The HLA molecules expressed in an individual can be identified based on DNA or RNA sequencing of normal tissue or by targeted HLA sequencing assays, and by comparison of the results to specialized databases listing all known human HLA alleles.

The following HLA typing results were obtained for our patient of interest.

HLA-A*02:01   
HLA-A*68:01 
HLA-B*07:02 
HLA-B*35:01

To prioritize which of the mutations in a tumor should be included in a vaccine, they can be scanned for those resulting in mutated peptides that bind HLA molecules of the patient with high affinity. This is done using HLA binding algorithms generated using machine learning algorithms trained on large sets of experimentally determined peptide:HLA binding data. We will here use algorithms developed by the Peters lab as part of the Immune Epitope Database (IEDB) project hosted at the La Jolla Institute for Allergy and Immunology.

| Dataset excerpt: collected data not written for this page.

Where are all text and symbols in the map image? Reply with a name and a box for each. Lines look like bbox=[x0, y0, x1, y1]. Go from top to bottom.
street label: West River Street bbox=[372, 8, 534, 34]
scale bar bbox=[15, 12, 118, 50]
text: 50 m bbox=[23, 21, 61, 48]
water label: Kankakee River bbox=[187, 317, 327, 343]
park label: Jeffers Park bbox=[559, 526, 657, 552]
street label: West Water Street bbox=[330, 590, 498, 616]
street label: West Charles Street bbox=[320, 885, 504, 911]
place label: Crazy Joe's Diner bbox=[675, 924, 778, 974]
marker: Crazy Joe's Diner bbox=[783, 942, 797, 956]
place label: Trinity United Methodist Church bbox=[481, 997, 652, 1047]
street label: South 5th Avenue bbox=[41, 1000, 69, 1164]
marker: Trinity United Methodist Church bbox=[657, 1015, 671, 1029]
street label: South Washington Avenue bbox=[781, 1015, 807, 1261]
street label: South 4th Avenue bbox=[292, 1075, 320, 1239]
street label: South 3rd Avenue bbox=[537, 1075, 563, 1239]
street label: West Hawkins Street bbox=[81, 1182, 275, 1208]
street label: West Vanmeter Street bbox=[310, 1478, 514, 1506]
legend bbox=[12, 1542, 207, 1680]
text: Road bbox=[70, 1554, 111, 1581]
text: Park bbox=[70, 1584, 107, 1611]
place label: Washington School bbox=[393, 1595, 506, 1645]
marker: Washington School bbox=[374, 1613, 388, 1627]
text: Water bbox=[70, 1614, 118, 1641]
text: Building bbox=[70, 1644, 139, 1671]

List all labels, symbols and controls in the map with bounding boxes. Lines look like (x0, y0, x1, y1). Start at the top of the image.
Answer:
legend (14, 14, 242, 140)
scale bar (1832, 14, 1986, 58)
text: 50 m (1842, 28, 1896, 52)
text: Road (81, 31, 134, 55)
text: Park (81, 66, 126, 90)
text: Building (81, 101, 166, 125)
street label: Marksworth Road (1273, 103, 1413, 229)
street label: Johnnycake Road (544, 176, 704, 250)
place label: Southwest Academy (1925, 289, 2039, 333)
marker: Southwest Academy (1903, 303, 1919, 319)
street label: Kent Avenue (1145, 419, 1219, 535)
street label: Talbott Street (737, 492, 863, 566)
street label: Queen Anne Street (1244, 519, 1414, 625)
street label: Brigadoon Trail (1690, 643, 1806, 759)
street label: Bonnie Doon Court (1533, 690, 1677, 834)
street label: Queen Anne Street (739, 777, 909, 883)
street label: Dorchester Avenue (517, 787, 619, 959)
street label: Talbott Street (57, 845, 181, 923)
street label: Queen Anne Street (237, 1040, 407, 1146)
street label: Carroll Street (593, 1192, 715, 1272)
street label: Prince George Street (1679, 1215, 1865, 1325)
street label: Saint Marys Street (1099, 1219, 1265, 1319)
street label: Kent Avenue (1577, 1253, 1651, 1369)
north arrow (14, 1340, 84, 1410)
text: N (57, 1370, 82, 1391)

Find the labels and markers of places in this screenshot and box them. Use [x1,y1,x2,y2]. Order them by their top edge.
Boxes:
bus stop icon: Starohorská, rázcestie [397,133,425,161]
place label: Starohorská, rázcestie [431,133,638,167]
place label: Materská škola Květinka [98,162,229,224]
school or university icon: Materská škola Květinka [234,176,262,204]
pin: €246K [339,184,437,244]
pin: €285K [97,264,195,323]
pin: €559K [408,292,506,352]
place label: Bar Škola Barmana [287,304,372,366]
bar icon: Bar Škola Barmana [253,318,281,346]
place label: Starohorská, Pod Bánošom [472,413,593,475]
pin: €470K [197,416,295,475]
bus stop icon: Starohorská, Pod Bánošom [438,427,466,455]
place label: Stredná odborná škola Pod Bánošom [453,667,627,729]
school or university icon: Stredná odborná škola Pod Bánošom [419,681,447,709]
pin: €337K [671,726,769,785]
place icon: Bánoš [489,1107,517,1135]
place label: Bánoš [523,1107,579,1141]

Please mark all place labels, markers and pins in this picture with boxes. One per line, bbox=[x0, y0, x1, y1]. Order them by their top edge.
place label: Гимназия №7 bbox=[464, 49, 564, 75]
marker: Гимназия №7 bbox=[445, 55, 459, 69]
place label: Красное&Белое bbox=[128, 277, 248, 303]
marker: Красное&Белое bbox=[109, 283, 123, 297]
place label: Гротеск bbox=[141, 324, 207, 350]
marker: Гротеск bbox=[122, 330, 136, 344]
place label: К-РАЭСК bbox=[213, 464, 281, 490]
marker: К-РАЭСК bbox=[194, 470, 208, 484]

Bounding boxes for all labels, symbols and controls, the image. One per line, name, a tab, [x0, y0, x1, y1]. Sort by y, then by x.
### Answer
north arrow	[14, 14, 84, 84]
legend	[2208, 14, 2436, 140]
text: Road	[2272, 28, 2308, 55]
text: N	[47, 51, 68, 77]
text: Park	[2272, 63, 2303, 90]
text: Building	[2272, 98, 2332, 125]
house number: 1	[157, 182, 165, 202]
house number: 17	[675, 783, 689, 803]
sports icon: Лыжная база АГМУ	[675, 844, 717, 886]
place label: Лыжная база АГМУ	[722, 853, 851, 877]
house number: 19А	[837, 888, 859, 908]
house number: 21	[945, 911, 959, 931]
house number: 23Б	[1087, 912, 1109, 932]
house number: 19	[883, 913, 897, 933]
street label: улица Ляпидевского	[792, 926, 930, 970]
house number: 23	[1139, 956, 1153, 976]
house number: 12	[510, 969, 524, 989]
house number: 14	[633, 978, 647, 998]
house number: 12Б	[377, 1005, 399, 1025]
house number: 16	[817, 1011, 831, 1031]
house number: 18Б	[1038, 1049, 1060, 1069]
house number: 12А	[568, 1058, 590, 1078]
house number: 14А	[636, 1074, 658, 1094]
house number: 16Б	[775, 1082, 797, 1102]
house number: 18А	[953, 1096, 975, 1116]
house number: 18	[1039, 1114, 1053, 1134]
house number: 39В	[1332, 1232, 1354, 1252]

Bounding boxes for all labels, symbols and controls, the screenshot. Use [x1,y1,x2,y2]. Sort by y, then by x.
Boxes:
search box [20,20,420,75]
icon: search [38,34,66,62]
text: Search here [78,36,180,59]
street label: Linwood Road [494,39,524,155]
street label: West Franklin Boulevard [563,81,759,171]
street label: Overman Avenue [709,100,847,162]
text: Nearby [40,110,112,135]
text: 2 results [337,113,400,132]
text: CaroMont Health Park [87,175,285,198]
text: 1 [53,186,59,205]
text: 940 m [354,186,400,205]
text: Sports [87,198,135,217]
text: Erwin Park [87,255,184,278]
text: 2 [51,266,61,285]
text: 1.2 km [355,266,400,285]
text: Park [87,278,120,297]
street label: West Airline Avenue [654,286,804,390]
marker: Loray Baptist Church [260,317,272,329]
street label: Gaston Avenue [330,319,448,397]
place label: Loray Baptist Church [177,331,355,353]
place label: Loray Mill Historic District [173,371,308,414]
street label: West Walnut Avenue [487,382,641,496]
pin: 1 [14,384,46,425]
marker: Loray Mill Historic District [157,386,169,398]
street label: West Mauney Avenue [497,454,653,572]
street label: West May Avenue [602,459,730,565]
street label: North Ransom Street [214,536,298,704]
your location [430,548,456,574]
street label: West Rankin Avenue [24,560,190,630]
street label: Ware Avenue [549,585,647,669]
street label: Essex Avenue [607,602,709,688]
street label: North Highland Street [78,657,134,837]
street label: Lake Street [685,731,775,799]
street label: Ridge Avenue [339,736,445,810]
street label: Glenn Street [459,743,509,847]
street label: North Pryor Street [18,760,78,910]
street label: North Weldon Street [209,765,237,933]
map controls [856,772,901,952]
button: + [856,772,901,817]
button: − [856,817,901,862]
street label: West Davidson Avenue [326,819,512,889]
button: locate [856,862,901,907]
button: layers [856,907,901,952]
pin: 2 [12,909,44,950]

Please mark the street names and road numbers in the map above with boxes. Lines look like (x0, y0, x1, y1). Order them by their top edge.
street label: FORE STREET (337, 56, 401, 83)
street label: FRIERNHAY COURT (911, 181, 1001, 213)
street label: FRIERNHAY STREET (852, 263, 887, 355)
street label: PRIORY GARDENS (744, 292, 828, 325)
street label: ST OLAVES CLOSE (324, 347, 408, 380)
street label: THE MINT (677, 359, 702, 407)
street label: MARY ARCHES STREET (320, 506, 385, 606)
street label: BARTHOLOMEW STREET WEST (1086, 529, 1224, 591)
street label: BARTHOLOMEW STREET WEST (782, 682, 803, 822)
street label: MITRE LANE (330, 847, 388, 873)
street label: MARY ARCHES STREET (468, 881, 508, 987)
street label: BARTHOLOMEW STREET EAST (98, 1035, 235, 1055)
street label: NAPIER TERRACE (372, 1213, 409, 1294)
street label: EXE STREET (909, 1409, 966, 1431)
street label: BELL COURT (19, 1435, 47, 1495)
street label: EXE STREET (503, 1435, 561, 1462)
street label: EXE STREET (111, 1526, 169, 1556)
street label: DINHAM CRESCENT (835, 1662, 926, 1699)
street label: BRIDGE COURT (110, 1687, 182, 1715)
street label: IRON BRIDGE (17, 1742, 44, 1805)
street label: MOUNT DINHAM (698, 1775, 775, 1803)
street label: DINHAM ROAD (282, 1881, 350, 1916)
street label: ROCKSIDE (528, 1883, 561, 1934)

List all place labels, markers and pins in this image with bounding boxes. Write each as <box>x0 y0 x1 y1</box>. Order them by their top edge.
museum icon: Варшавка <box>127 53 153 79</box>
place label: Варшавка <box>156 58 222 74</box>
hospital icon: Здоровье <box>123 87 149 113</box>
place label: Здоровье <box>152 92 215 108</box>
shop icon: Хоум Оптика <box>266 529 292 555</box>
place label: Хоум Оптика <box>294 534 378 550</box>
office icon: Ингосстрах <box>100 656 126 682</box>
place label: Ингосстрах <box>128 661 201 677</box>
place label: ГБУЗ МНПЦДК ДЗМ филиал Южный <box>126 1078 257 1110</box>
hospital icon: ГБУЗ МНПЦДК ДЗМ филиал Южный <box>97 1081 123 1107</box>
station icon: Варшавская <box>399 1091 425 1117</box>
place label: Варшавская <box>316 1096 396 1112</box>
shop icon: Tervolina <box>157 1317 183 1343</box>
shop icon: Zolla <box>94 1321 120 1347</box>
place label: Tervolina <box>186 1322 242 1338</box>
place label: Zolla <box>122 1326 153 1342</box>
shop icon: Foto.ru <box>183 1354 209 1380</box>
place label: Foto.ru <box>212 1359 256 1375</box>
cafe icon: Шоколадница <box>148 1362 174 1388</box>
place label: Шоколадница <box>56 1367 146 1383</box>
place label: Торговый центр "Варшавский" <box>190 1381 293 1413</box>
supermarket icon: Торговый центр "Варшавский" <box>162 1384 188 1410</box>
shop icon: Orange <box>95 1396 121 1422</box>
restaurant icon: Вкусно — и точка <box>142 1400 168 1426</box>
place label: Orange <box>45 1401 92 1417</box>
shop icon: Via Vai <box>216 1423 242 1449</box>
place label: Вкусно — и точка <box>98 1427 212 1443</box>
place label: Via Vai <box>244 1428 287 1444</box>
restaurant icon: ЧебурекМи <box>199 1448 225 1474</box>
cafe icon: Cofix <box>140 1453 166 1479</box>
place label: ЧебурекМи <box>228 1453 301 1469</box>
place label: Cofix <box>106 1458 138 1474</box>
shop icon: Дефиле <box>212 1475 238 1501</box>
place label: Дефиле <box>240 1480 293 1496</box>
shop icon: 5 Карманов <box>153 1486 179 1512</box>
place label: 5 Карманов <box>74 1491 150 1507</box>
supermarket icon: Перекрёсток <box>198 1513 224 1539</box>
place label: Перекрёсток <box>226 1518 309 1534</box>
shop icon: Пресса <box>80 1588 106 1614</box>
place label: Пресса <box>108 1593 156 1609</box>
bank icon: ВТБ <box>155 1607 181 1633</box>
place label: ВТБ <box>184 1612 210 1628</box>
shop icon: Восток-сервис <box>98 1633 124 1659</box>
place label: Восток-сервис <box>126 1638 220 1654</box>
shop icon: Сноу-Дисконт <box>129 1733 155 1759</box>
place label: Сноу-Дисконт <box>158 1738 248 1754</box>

See: IEDB HLA binding prediction website http://tools.iedb.org/mhci/.

Q2: Identify 9-mer peptides in the identified sequence regions unique to the tumor that can be potentially presented to T cells. Hint: Use the IEDB HLA binding prediction server above to identify the top ranked 9-mer peptides for each patient HLA (see above for HLA typing results).

Q3: Identify the top peptide for each patient HLA allele (see above). Hint: You can download a CSV formated result file for all predictions and use R or a spreadsheet application to identify the top ranked peptides for each allele. Which approach would you rather use if you were going to scale to 100s of analysis tasks?

Section 3. Identifying tumor specific peptides

Any peptide resulting from a mutation should be checked if it is present in other proteins of the human genome, which would mean that it is not specific to the tumor.

Q4: Are any of your top ranked peptides unique to the tumor? Hint: Use NCBI-BLAST to check your top identified peptides against Human sequences in the NR database.

Q5: Which peptide would you choose for potential vaccine design and why?